--- Material to process Enclosed Below ---

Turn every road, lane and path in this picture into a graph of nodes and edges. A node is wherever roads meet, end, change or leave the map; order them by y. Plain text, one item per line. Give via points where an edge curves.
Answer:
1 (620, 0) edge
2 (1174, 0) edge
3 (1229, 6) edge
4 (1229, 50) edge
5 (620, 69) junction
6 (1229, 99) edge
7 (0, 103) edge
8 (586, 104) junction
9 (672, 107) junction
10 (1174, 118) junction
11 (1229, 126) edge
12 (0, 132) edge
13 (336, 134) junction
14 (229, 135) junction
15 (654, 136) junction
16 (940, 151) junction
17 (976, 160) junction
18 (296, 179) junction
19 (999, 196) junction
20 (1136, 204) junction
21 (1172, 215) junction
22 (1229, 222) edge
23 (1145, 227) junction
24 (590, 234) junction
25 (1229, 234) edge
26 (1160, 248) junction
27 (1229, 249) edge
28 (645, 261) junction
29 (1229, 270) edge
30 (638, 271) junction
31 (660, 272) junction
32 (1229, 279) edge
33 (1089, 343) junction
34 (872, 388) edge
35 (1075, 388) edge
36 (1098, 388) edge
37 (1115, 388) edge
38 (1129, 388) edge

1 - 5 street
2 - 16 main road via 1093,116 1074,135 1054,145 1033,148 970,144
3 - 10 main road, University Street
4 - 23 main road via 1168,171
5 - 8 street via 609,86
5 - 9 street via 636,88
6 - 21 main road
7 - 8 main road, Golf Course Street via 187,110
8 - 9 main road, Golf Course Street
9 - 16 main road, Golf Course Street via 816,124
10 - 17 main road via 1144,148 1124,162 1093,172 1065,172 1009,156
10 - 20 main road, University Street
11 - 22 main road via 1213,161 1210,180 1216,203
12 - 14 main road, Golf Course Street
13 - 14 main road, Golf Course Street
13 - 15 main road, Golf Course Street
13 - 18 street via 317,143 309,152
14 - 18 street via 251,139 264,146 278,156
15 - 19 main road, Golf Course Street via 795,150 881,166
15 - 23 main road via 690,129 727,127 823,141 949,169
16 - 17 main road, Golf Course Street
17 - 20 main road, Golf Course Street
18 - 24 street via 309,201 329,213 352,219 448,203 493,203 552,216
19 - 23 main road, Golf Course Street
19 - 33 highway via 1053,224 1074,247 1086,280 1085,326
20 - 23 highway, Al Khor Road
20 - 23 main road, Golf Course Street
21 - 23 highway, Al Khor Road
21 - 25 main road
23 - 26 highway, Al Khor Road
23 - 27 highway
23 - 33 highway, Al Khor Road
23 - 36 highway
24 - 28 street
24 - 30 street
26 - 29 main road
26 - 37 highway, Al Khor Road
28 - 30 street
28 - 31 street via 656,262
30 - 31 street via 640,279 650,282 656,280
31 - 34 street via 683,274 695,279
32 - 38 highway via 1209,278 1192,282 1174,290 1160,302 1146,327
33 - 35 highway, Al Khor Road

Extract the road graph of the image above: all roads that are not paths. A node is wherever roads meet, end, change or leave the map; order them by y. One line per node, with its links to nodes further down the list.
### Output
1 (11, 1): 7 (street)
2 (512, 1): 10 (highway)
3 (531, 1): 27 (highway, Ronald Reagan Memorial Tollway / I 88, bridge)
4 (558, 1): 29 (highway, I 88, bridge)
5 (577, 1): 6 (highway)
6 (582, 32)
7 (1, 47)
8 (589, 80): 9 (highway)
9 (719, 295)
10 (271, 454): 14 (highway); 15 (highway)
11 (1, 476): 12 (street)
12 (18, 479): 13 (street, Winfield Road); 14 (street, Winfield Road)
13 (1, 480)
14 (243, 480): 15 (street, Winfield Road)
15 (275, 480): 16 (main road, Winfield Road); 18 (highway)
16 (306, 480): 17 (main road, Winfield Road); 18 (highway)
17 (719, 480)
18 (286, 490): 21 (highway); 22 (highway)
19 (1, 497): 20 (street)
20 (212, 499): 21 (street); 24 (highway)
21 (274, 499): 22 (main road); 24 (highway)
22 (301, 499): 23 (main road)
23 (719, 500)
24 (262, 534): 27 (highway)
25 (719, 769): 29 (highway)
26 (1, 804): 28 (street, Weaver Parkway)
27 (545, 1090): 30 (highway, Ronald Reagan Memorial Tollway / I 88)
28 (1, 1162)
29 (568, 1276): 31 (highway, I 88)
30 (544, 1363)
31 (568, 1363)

--- End of Enclosed Material to process ---

Please return, exactly as written, the line containing "Extract the road" and every line after it through the end of the records above, and nothing else.

**Task response**.
Extract the road graph of the image above: all roads that are not paths. A node is wherever roads meet, end, change or leave the map; order them by y. One line per node, with its links to nodes further down the list.
### Output
1 (11, 1): 7 (street)
2 (512, 1): 10 (highway)
3 (531, 1): 27 (highway, Ronald Reagan Memorial Tollway / I 88, bridge)
4 (558, 1): 29 (highway, I 88, bridge)
5 (577, 1): 6 (highway)
6 (582, 32)
7 (1, 47)
8 (589, 80): 9 (highway)
9 (719, 295)
10 (271, 454): 14 (highway); 15 (highway)
11 (1, 476): 12 (street)
12 (18, 479): 13 (street, Winfield Road); 14 (street, Winfield Road)
13 (1, 480)
14 (243, 480): 15 (street, Winfield Road)
15 (275, 480): 16 (main road, Winfield Road); 18 (highway)
16 (306, 480): 17 (main road, Winfield Road); 18 (highway)
17 (719, 480)
18 (286, 490): 21 (highway); 22 (highway)
19 (1, 497): 20 (street)
20 (212, 499): 21 (street); 24 (highway)
21 (274, 499): 22 (main road); 24 (highway)
22 (301, 499): 23 (main road)
23 (719, 500)
24 (262, 534): 27 (highway)
25 (719, 769): 29 (highway)
26 (1, 804): 28 (street, Weaver Parkway)
27 (545, 1090): 30 (highway, Ronald Reagan Memorial Tollway / I 88)
28 (1, 1162)
29 (568, 1276): 31 (highway, I 88)
30 (544, 1363)
31 (568, 1363)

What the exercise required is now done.